PY-L7-24 · API Automation: Retries & Rate Limits

Learning Goals

3 min

By the end of this lesson you can:

Tell transient errors (retry) from permanent ones (don't).
Implement exponential backoff with jitter.
Honour HTTP 429 and the Retry-After header.
Build a reusable resilient requests.Session for all your API calls.

Warm-Up · The Internet Is Unreliable

5 min

Over a long run, things will go wrong:

ConnectionError   wifi blipped for a second
500/502/503       server briefly overloaded
429               you're calling too fast — slow down
timeout           the response is taking too long
404 / 401         permanent: wrong URL / bad auth — retrying won't help

Today's big idea

Most failures are transient — try again in a moment and it works. The professional move is to retry automatically, but politely: wait longer after each failure (backoff), add randomness so many clients don't retry in lockstep (jitter), cap the attempts, and obey the server when it says "wait N seconds." Distinguish transient (retry) from permanent (give up) so you don't hammer a 404.

New Concept · Retrying Well

14 min

A basic GET with JSON

import requests

resp = requests.get("https://api.example.com/v1/users", timeout=10)
resp.raise_for_status()
data = resp.json()      # parse the JSON body into Python

Exponential backoff with jitter

import time, random, requests, logging

log = logging.getLogger("api")
RETRYABLE = {429, 500, 502, 503, 504}

def get_with_retry(url, *, max_attempts=5, timeout=10, **kwargs):
    for attempt in range(1, max_attempts + 1):
        try:
            resp = requests.get(url, timeout=timeout, **kwargs)
            if resp.status_code in RETRYABLE:
                raise requests.HTTPError(f"status {resp.status_code}",
                                         response=resp)
            resp.raise_for_status()        # raise on other 4xx (permanent)
            return resp
        except (requests.ConnectionError, requests.Timeout,
                requests.HTTPError) as e:
            permanent = (isinstance(e, requests.HTTPError)
                         and e.response is not None
                         and e.response.status_code not in RETRYABLE)
            if permanent or attempt == max_attempts:
                raise                       # give up
            wait = min(2 ** (attempt - 1), 30) + random.uniform(0, 1)
            log.warning("attempt %d failed (%s); retrying in %.1fs",
                        attempt, e, wait)
            time.sleep(wait)

Exponential: wait 1s, 2s, 4s, 8s… (2 ** (attempt-1)), capped at 30s.
Jitter: + random.uniform(0, 1) spreads retries so clients don't all hit at once.
Permanent vs transient: a 404/401 raises immediately; a 503/timeout retries.

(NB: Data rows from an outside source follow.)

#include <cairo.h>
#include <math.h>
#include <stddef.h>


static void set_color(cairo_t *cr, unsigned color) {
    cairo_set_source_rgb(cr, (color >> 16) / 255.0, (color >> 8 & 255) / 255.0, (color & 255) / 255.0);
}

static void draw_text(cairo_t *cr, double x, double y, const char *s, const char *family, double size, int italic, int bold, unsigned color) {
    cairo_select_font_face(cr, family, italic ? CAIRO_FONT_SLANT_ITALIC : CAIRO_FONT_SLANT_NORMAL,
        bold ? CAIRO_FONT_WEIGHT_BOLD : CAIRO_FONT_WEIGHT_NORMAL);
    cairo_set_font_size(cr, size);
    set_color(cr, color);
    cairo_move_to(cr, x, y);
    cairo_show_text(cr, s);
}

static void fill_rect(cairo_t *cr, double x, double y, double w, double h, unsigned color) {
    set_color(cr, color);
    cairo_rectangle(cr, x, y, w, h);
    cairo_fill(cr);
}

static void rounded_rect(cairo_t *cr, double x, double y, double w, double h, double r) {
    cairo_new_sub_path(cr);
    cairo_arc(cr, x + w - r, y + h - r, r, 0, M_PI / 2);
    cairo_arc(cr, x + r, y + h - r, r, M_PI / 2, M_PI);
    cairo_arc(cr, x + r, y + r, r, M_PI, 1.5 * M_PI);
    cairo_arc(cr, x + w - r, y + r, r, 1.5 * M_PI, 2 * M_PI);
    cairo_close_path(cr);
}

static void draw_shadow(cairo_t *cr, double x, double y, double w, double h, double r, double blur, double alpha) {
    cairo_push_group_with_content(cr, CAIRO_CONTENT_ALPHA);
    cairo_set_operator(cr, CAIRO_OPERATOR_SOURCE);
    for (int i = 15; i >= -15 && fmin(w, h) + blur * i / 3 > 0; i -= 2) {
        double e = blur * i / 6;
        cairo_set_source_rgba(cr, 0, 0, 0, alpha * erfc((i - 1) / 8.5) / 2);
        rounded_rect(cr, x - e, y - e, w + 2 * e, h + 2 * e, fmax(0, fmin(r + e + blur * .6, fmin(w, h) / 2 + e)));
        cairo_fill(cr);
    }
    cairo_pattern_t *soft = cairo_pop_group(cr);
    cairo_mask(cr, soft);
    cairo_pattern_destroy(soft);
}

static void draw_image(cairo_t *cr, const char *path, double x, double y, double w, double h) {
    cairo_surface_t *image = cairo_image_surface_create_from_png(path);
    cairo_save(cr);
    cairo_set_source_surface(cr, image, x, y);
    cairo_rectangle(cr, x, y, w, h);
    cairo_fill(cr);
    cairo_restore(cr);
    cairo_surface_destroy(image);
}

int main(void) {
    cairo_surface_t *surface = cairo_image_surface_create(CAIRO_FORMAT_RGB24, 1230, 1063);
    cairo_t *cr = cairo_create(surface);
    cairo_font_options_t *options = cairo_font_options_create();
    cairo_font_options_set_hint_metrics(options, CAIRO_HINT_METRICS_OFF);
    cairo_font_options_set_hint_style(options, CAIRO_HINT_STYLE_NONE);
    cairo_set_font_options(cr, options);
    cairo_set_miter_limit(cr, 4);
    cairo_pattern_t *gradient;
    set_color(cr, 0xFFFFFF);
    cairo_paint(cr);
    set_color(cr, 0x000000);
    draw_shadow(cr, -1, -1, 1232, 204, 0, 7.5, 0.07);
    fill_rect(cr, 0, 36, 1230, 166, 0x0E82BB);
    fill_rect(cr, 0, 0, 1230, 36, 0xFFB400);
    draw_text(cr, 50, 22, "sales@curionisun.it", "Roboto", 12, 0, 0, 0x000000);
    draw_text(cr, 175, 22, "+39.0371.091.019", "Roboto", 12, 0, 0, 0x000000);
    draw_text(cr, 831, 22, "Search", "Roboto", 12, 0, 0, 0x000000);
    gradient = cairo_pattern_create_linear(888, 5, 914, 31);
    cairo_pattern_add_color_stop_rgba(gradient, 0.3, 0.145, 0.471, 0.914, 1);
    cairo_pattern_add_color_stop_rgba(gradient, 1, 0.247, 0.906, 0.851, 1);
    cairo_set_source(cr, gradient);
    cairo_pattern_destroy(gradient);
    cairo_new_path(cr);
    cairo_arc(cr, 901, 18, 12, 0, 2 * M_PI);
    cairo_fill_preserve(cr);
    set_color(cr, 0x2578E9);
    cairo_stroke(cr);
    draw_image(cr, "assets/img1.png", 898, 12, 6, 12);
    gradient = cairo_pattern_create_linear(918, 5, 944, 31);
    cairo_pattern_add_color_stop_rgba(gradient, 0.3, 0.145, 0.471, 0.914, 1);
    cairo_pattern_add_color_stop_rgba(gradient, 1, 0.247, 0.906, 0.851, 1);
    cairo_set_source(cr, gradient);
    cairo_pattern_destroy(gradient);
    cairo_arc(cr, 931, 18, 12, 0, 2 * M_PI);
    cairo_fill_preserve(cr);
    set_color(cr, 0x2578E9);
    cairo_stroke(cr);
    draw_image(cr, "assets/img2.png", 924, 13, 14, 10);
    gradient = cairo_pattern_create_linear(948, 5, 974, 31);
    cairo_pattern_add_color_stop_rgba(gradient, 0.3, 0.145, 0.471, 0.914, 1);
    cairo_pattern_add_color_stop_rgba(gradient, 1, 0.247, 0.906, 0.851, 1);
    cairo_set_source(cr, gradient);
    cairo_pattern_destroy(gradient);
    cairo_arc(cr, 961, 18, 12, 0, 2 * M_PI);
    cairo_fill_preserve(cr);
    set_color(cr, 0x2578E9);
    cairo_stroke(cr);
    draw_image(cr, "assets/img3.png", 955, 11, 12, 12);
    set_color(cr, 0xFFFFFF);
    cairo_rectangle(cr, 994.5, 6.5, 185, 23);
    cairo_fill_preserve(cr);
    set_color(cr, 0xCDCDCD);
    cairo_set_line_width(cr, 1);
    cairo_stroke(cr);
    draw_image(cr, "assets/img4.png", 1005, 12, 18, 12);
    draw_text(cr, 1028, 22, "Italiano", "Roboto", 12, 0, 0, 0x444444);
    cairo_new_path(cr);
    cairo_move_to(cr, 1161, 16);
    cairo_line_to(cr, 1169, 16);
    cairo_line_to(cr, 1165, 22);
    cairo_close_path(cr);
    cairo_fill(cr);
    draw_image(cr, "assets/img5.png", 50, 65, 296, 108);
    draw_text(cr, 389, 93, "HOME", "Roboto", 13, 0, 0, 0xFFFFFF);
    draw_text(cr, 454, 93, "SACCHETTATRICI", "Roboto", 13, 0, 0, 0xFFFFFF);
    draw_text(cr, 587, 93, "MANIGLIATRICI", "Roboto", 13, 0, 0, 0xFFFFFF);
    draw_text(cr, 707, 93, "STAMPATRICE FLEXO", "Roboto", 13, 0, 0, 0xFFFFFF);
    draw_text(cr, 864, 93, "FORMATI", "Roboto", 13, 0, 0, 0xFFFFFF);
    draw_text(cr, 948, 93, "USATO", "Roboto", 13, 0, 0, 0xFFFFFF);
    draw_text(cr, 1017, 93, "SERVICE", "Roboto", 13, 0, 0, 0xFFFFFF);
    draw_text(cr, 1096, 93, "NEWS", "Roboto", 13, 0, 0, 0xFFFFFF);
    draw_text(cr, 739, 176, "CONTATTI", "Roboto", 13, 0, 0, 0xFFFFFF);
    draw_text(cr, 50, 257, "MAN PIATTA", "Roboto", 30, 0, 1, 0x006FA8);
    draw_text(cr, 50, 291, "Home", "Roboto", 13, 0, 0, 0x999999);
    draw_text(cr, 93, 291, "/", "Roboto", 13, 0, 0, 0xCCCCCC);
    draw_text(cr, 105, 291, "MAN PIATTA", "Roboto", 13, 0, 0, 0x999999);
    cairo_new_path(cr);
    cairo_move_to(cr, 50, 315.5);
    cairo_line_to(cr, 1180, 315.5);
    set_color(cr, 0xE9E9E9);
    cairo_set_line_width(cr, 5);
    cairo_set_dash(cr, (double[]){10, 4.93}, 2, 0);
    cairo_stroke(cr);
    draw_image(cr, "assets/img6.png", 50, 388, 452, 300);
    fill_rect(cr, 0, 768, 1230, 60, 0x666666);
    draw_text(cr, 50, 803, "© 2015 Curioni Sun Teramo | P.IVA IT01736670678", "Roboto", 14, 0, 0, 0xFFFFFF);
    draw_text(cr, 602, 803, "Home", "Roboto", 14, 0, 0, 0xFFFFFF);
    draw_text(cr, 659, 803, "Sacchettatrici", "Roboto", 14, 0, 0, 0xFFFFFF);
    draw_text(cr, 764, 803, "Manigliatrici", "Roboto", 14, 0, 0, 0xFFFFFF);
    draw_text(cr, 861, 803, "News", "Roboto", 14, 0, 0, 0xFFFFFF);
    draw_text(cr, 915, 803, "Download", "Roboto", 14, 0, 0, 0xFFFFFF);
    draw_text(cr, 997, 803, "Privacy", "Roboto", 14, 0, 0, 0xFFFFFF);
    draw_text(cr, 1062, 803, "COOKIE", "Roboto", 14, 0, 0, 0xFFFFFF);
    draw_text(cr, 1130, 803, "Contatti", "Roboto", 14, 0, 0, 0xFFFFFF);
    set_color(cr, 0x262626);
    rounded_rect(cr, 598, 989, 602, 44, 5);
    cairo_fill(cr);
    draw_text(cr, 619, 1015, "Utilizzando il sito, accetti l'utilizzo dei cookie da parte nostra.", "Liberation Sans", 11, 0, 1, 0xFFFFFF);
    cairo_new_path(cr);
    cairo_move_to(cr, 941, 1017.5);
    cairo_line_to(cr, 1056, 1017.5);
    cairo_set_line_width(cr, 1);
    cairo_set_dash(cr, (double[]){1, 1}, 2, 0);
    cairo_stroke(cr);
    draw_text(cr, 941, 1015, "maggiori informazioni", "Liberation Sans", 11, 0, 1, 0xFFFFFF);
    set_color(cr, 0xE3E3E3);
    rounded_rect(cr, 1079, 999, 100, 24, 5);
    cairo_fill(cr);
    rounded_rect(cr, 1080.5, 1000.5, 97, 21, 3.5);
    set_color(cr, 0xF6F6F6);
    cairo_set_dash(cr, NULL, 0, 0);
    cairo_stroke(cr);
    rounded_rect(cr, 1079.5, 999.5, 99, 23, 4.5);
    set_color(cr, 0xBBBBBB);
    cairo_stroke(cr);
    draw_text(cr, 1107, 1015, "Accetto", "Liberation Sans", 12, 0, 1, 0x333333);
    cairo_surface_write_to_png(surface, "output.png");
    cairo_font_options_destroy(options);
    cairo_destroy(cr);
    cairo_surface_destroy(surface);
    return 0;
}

Honour 429 and Retry-After

def respect_rate_limit(resp) -> float | None:
    if resp.status_code == 429:
        retry_after = resp.headers.get("Retry-After")
        if retry_after:
            return float(retry_after)      # server told us exactly how long
        return 60.0                        # sensible default
    return None

A 429 means "too many requests." The server often includes a Retry-After header with the exact seconds to wait — always prefer that over guessing. Honouring it keeps your API access from being throttled or banned.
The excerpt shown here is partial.